Saved entries:

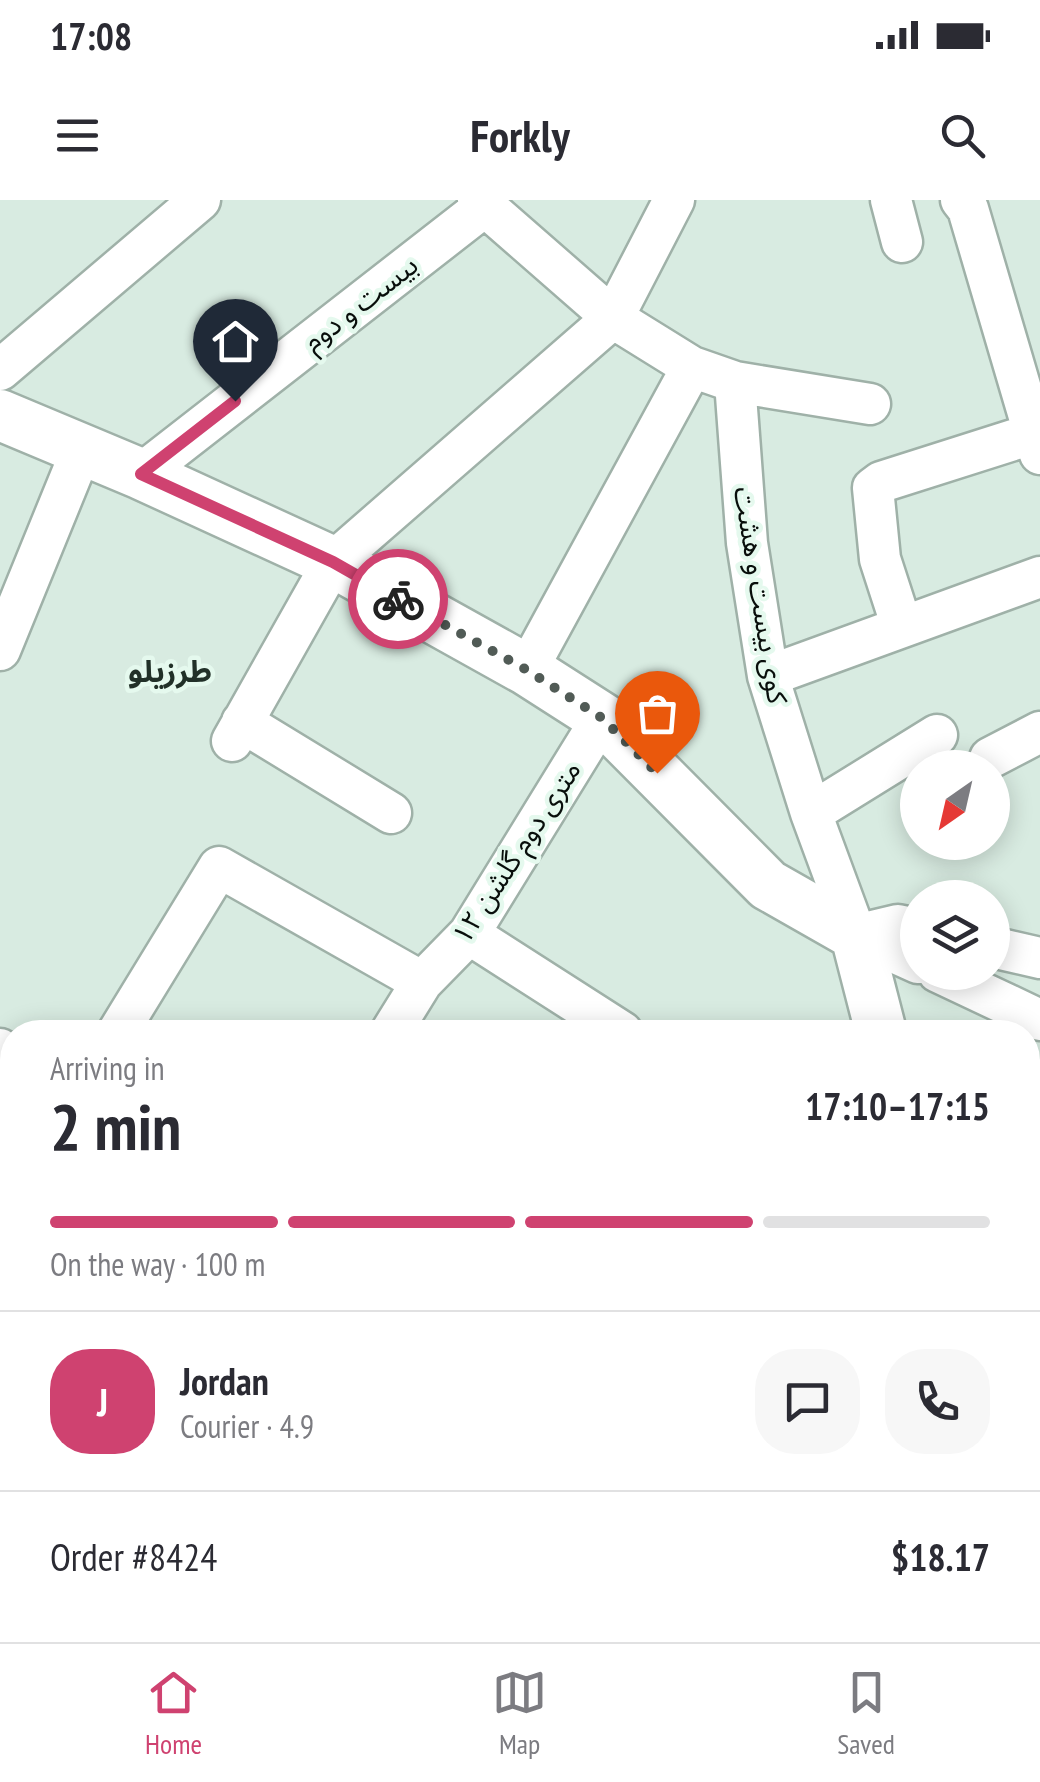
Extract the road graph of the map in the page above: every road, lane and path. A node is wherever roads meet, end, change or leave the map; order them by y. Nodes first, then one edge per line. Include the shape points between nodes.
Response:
1 (200, 200) edge
2 (674, 200) edge
3 (891, 200) edge
4 (961, 200) edge
5 (481, 203) edge
6 (902, 242) dead end
7 (613, 318) junction
8 (692, 367) junction
9 (0, 370) edge
10 (735, 382) junction
11 (870, 404) dead end
12 (0, 415) edge
13 (1036, 444) edge
14 (82, 448) junction
15 (141, 474) junction
16 (333, 562) junction
17 (1040, 577) edge
18 (902, 626) junction
19 (0, 650) edge
20 (527, 670) junction
21 (768, 676) junction
22 (602, 718) junction
23 (1040, 732) edge
24 (937, 735) dead end
25 (1005, 750) edge
26 (391, 813) dead end
27 (811, 814) junction
28 (900, 926) edge
29 (469, 934) junction
30 (856, 934) junction
31 (1010, 951) edge
32 (900, 955) edge
33 (1040, 958) edge
34 (422, 982) junction
35 (976, 990) edge
36 (125, 1020) edge
37 (398, 1020) edge
38 (603, 1020) edge
39 (878, 1020) edge
40 (1040, 1020) edge

1 - 9 street
2 - 7 street
3 - 6 street
4 - 13 street
5 - 7 street
5 - 15 street, بیست و دوم
7 - 8 street
7 - 16 street
8 - 10 street
8 - 20 street
10 - 11 street
10 - 21 street, کوی بیست و هشت via 747,542
12 - 14 main road
13 - 18 street via 873,488 880,558
14 - 15 main road
14 - 19 street
15 - 16 main road
16 - 20 main road
16 - 26 street via 237,731
17 - 18 street
18 - 21 street
20 - 22 main road
21 - 27 street, کوی بیست و هشت
22 - 29 street, ۱۲ متری دوم گلشن
22 - 30 main road via 768,885
23 - 25 street
24 - 27 street
27 - 30 street, کوی بیست و هشت
28 - 30 street
29 - 34 street, ۱۲ متری دوم گلشن
29 - 38 street
30 - 32 street
30 - 39 main road
31 - 33 street
34 - 36 street via 219,867
34 - 37 street, ۱۲ متری دوم گلشن
35 - 40 street

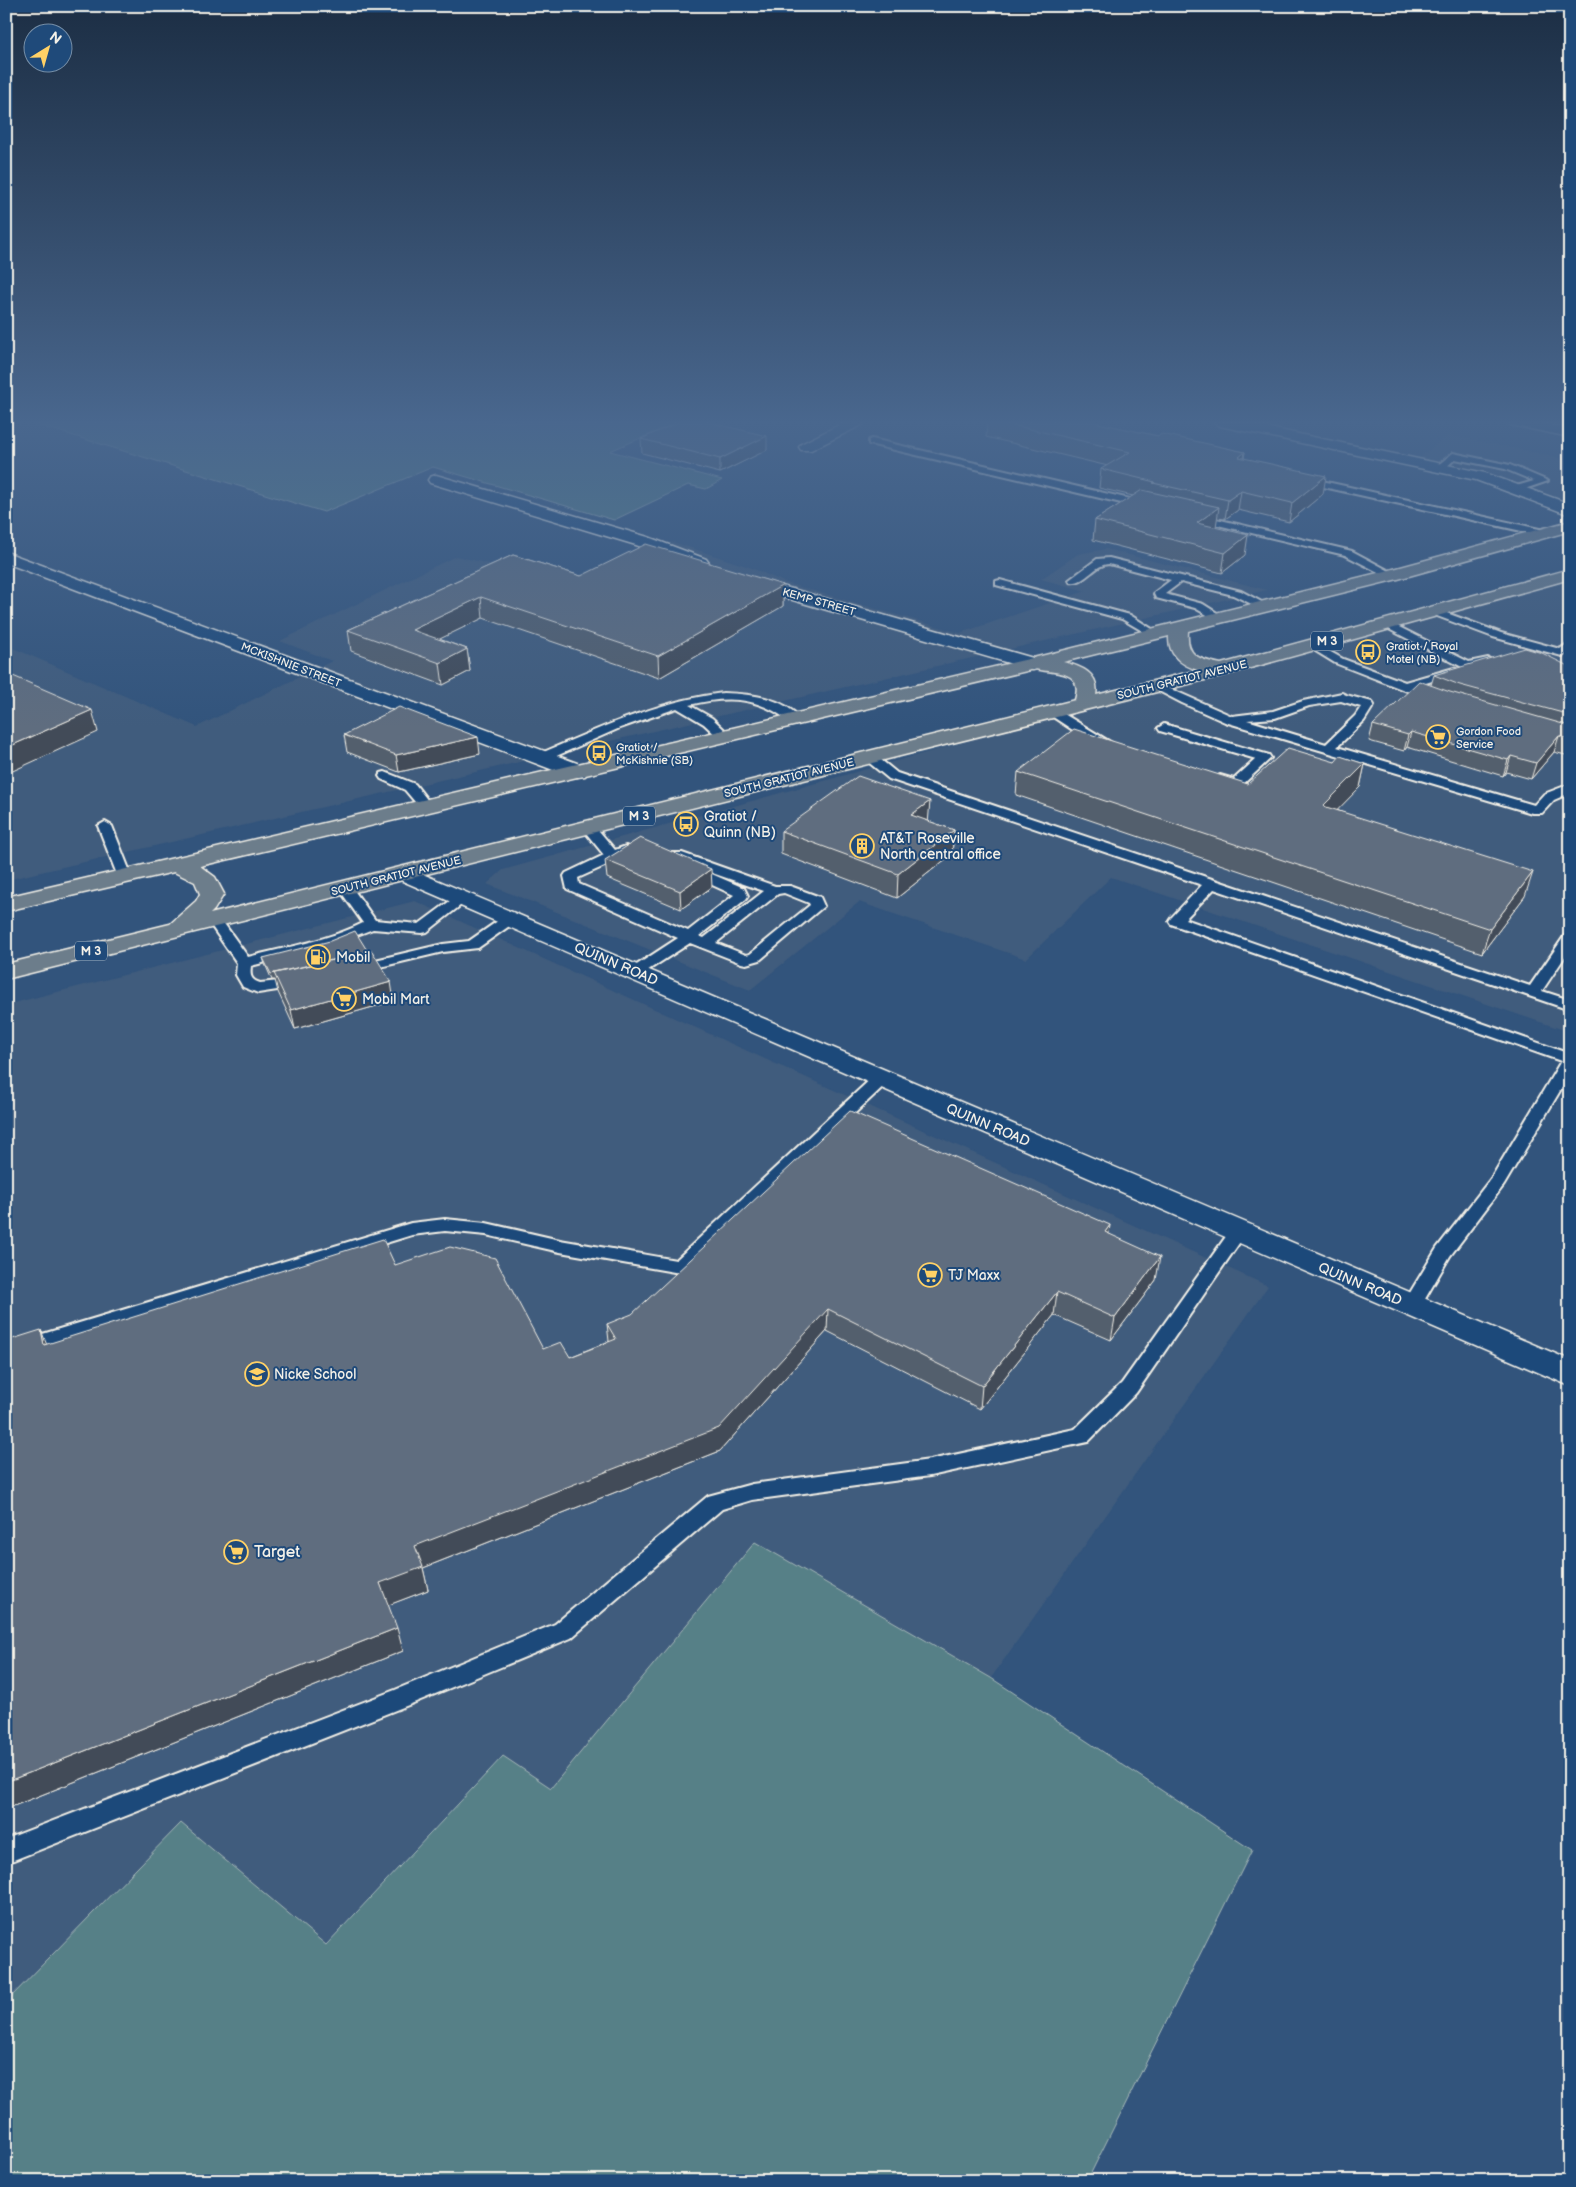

→ Goal of the exercise
What's needed is every line above, retyped exactly and free of pictures.

→ Task output
Extract the road graph of the map in the page above: every road, lane and path. A node is wherever roads meet, end, change or leave the map; order them by y. Nodes first, then one edge per line. Include the shape points between nodes.
Response:
1 (200, 200) edge
2 (674, 200) edge
3 (891, 200) edge
4 (961, 200) edge
5 (481, 203) edge
6 (902, 242) dead end
7 (613, 318) junction
8 (692, 367) junction
9 (0, 370) edge
10 (735, 382) junction
11 (870, 404) dead end
12 (0, 415) edge
13 (1036, 444) edge
14 (82, 448) junction
15 (141, 474) junction
16 (333, 562) junction
17 (1040, 577) edge
18 (902, 626) junction
19 (0, 650) edge
20 (527, 670) junction
21 (768, 676) junction
22 (602, 718) junction
23 (1040, 732) edge
24 (937, 735) dead end
25 (1005, 750) edge
26 (391, 813) dead end
27 (811, 814) junction
28 (900, 926) edge
29 (469, 934) junction
30 (856, 934) junction
31 (1010, 951) edge
32 (900, 955) edge
33 (1040, 958) edge
34 (422, 982) junction
35 (976, 990) edge
36 (125, 1020) edge
37 (398, 1020) edge
38 (603, 1020) edge
39 (878, 1020) edge
40 (1040, 1020) edge

1 - 9 street
2 - 7 street
3 - 6 street
4 - 13 street
5 - 7 street
5 - 15 street, بیست و دوم
7 - 8 street
7 - 16 street
8 - 10 street
8 - 20 street
10 - 11 street
10 - 21 street, کوی بیست و هشت via 747,542
12 - 14 main road
13 - 18 street via 873,488 880,558
14 - 15 main road
14 - 19 street
15 - 16 main road
16 - 20 main road
16 - 26 street via 237,731
17 - 18 street
18 - 21 street
20 - 22 main road
21 - 27 street, کوی بیست و هشت
22 - 29 street, ۱۲ متری دوم گلشن
22 - 30 main road via 768,885
23 - 25 street
24 - 27 street
27 - 30 street, کوی بیست و هشت
28 - 30 street
29 - 34 street, ۱۲ متری دوم گلشن
29 - 38 street
30 - 32 street
30 - 39 main road
31 - 33 street
34 - 36 street via 219,867
34 - 37 street, ۱۲ متری دوم گلشن
35 - 40 street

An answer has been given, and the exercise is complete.